Terbelenggu di Teluk Botany
OLEH PENULIS SEDARLAH! DI AUSTRALIA
”SAYA menemukan buku itu tergeletak di jalan setapak,” kata Job membela diri. Pemuda berusia 19 tahun berwajah bintik-bintik ini ditangkap sewaktu sedang menyeberang jalan di London, dengan tuduhan mencuri buku. Harga buku itu? Delapan puluh sen! Sang hakim tidak bergeming mendengar pembelaan pemuda itu, dan ia menghukum pemuda itu tujuh tahun penjara di sebuah koloni narapidana.

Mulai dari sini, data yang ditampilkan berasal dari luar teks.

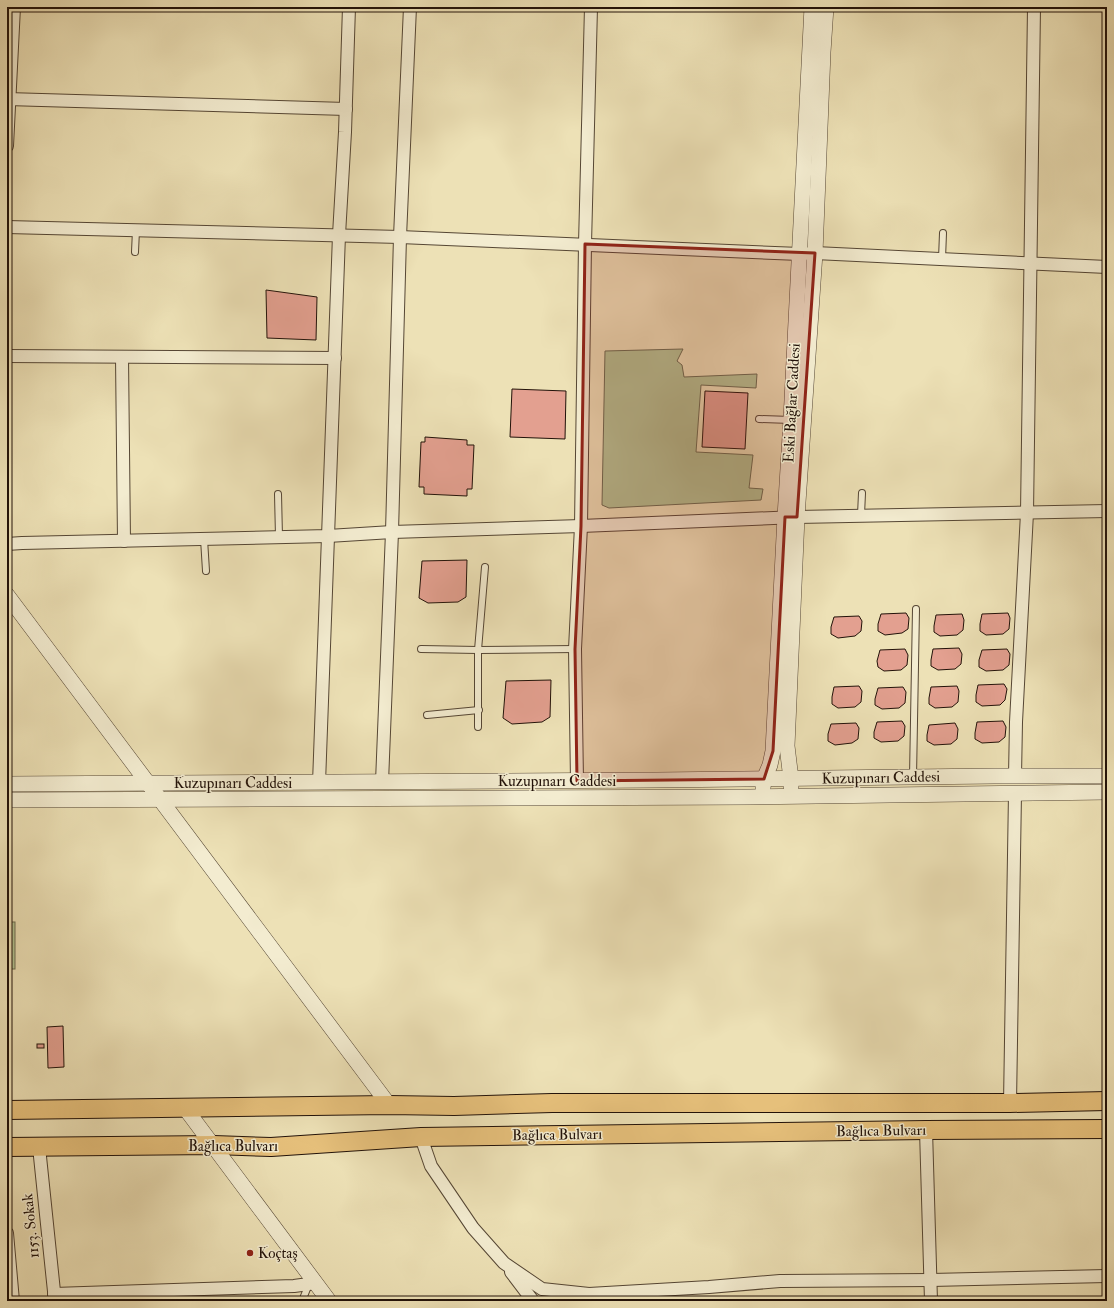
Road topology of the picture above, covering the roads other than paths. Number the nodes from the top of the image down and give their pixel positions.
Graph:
1 (14, 7) edge
2 (349, 7) edge
3 (410, 7) edge
4 (591, 7) edge
5 (812, 7) edge
6 (826, 7) edge
7 (1034, 7) edge
8 (8, 99) edge
9 (346, 109) junction
10 (7, 146) edge
11 (7, 227) edge
12 (136, 230) junction
13 (943, 233) dead end
14 (340, 236) junction
15 (400, 237) junction
16 (585, 244) junction
17 (135, 252) dead end
18 (815, 253) junction
19 (800, 254) junction
20 (942, 260) junction
21 (1031, 264) junction
22 (1107, 267) edge
23 (7, 356) edge
24 (122, 357) junction
25 (335, 358) junction
26 (759, 419) dead end
27 (791, 420) junction
28 (862, 493) dead end
29 (278, 494) dead end
30 (1107, 511) edge
31 (1027, 513) junction
32 (862, 515) junction
33 (791, 517) junction
34 (581, 526) junction
35 (392, 532) junction
36 (328, 536) junction
37 (279, 537) junction
38 (204, 539) junction
39 (124, 541) junction
40 (7, 544) edge
41 (485, 567) dead end
42 (206, 571) dead end
43 (7, 595) edge
44 (916, 609) dead end
45 (421, 649) dead end
46 (575, 649) junction
47 (478, 650) junction
48 (478, 710) junction
49 (428, 715) dead end
50 (478, 727) dead end
51 (1015, 776) junction
52 (1107, 776) edge
53 (912, 777) junction
54 (764, 779) junction
55 (791, 779) junction
56 (577, 781) junction
57 (382, 782) junction
58 (319, 783) junction
59 (7, 784) edge
60 (148, 784) junction
61 (1107, 792) edge
62 (1015, 793) junction
63 (790, 796) junction
64 (763, 797) junction
65 (160, 799) junction
66 (7, 800) edge
67 (1107, 1101) edge
68 (1010, 1102) junction
69 (389, 1106) junction
70 (185, 1108) junction
71 (7, 1110) edge
72 (1107, 1129) edge
73 (926, 1130) junction
74 (421, 1137) junction
75 (214, 1145) junction
76 (7, 1147) edge
77 (39, 1147) junction
78 (7, 1233) edge
79 (504, 1263) junction
80 (1107, 1276) edge
81 (931, 1280) junction
82 (312, 1282) junction
83 (54, 1298) edge
84 (11, 1299) edge
85 (302, 1301) edge
86 (329, 1301) edge
87 (533, 1301) edge
88 (931, 1301) edge

1 - 8 street
2 - 9 street
3 - 15 street
4 - 16 street
5 - 19 street, Eski Bağlar Caddesi
6 - 18 street, Eski Bağlar Caddesi
7 - 21 street
8 - 9 street
8 - 10 street
9 - 14 street
11 - 12 street
12 - 14 street
12 - 17 lane
13 - 20 lane
14 - 15 street
14 - 25 street
15 - 16 street
15 - 35 street
16 - 19 street
16 - 34 street
18 - 19 street
18 - 20 street
18 - 33 street, Eski Bağlar Caddesi
19 - 27 street, Eski Bağlar Caddesi
20 - 21 street
21 - 22 street
21 - 31 street
23 - 24 street
24 - 25 street
24 - 39 street
25 - 36 street
26 - 27 lane
27 - 33 street, Eski Bağlar Caddesi
28 - 32 lane
29 - 37 lane
30 - 31 street
31 - 32 street
31 - 51 street
32 - 33 street
33 - 34 street
33 - 54 street, Eski Bağlar Caddesi
33 - 55 street, Eski Bağlar Caddesi
34 - 35 street
34 - 46 street
35 - 36 street
35 - 57 street
36 - 37 street
36 - 58 street
37 - 38 street
38 - 39 street
38 - 42 lane
39 - 40 street
41 - 47 lane
43 - 60 street
44 - 53 lane
45 - 47 lane
46 - 47 lane
46 - 56 street
47 - 48 lane
48 - 49 lane
48 - 50 lane
51 - 52 street, Kuzupınarı Caddesi
51 - 53 street, Kuzupınarı Caddesi
53 - 55 street, Kuzupınarı Caddesi
54 - 55 street, Kuzupınarı Caddesi
54 - 56 street, Kuzupınarı Caddesi
54 - 64 street, Eski Bağlar Caddesi
55 - 63 street, Eski Bağlar Caddesi
56 - 57 street, Kuzupınarı Caddesi
57 - 58 street, Kuzupınarı Caddesi
58 - 60 street, Kuzupınarı Caddesi
59 - 60 street, Kuzupınarı Caddesi
60 - 65 street
61 - 62 street, Kuzupınarı Caddesi
62 - 63 street, Kuzupınarı Caddesi
62 - 68 street
63 - 64 street, Kuzupınarı Caddesi
64 - 65 street, Kuzupınarı Caddesi
65 - 66 street, Kuzupınarı Caddesi
65 - 69 street
67 - 68 main road, Bağlıca Bulvarı
68 - 69 main road, Bağlıca Bulvarı
69 - 70 main road, Bağlıca Bulvarı
70 - 71 main road, Bağlıca Bulvarı
70 - 75 street
72 - 73 main road, Bağlıca Bulvarı
73 - 74 main road, Bağlıca Bulvarı
73 - 81 street
74 - 75 main road, Bağlıca Bulvarı
74 - 79 street
75 - 77 main road, Bağlıca Bulvarı
75 - 82 street
76 - 77 main road, Bağlıca Bulvarı
77 - 83 street, 1153. Sokak
78 - 84 street
79 - 81 street
79 - 87 street
80 - 81 street
81 - 88 street
82 - 83 street
82 - 85 lane
82 - 86 street

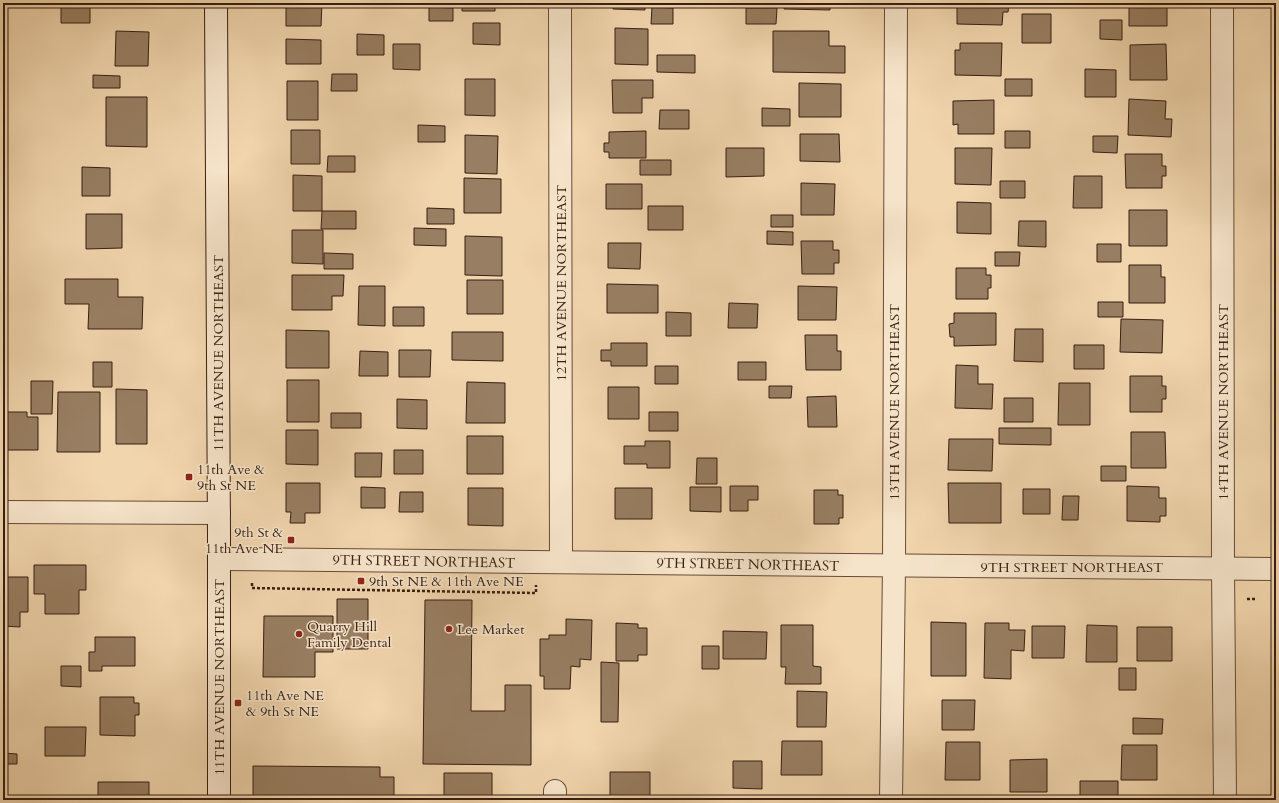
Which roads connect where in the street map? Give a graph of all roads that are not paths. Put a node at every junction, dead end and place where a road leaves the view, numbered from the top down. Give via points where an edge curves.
1 (216, 3) edge
2 (560, 3) edge
3 (896, 3) edge
4 (1222, 3) edge
5 (3, 512) edge
6 (219, 513) junction
7 (219, 559) junction
8 (561, 562) junction
9 (894, 566) junction
10 (1223, 568) junction
11 (1276, 569) edge
12 (219, 800) edge
13 (891, 800) edge
14 (1225, 800) edge

1 - 6 street, 11TH AVENUE NORTHEAST
2 - 8 street, 12TH AVENUE NORTHEAST
3 - 9 street, 13TH AVENUE NORTHEAST
4 - 10 street, 14TH AVENUE NORTHEAST
5 - 6 street
6 - 7 street, 11TH AVENUE NORTHEAST
7 - 8 street, 9TH STREET NORTHEAST
7 - 12 street, 11TH AVENUE NORTHEAST
8 - 9 street, 9TH STREET NORTHEAST
9 - 10 street, 9TH STREET NORTHEAST
9 - 13 street, 13TH AVENUE NORTHEAST
10 - 11 street, 9TH STREET NORTHEAST
10 - 14 street, 14TH AVENUE NORTHEAST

Di sisi lain dunia, di sebuah daerah yang sekarang dikenal sebagai Quebec, Kanada, seorang pria bernama François-Maurice Lepailleur ditangkap. Karena keterlibatannya dalam upaya pemberontakan bersenjata yang gagal melawan pemerintah Inggris, ia divonis hukuman mati. Akan tetapi, pengadilan memberikan hukuman alternatif kepadanya.
Ada kesamaan pada kedua pemuda ini selain melanggar hukum Inggris. Mereka berada di atas kapal layar menuju tempat yang disebut Australia dan ke koloni baru untuk para napi (narapidana) yang disebut Teluk Botany.
Bagaimana rasanya menjadi seorang napi di Australia? Berapa banyak yang dikirim ke sana? Dan, mengapa kedua pemuda ini sampai berada sangat jauh dari tempat asal mereka?
Mengapa Australia?
Pada tahun 1718, pemerintah Inggris memutuskan untuk mengurangi populasi penjara yang terus meningkat dengan memindahkan para napi. Pada tahun 1770, mereka mengapalkan para napi sebanyak seribu orang per tahun, kebanyakan ke koloni mereka di Maryland dan Virginia. Pada tahun 1783, Inggris kehilangan koloni-koloni napi ini akibat meletusnya Perang Revolusi di Amerika Utara. Namun, pada saat itu, ada lebih dari 50.000 napi yang sudah terkirim ke sana.
Tujuan alternatifnya adalah sebuah tanah kering di sisi lain dunia. Pesisir timurnya telah dipetakan dan dinyatakan sebagai daerah kekuasaan Inggris 13 tahun berselang oleh seorang perwira angkatan laut bernama James Cook. Joseph Banks, seorang rekan penjelajah yang ikut dalam pelayaran Cook, berpendapat bahwa lokasi ini ideal bagi orang-orang yang tak diinginkan Imperium Inggris. Karena itu, pada bulan Mei 1787, armada pertama yang terdiri atas 11 kapal kecil memulai pelayaran sejauh 26.000 kilometer ke Teluk Botany. Selama 80 tahun berikutnya, hingga tahun 1868, total 158.829 napi telah dikirim ke Australia.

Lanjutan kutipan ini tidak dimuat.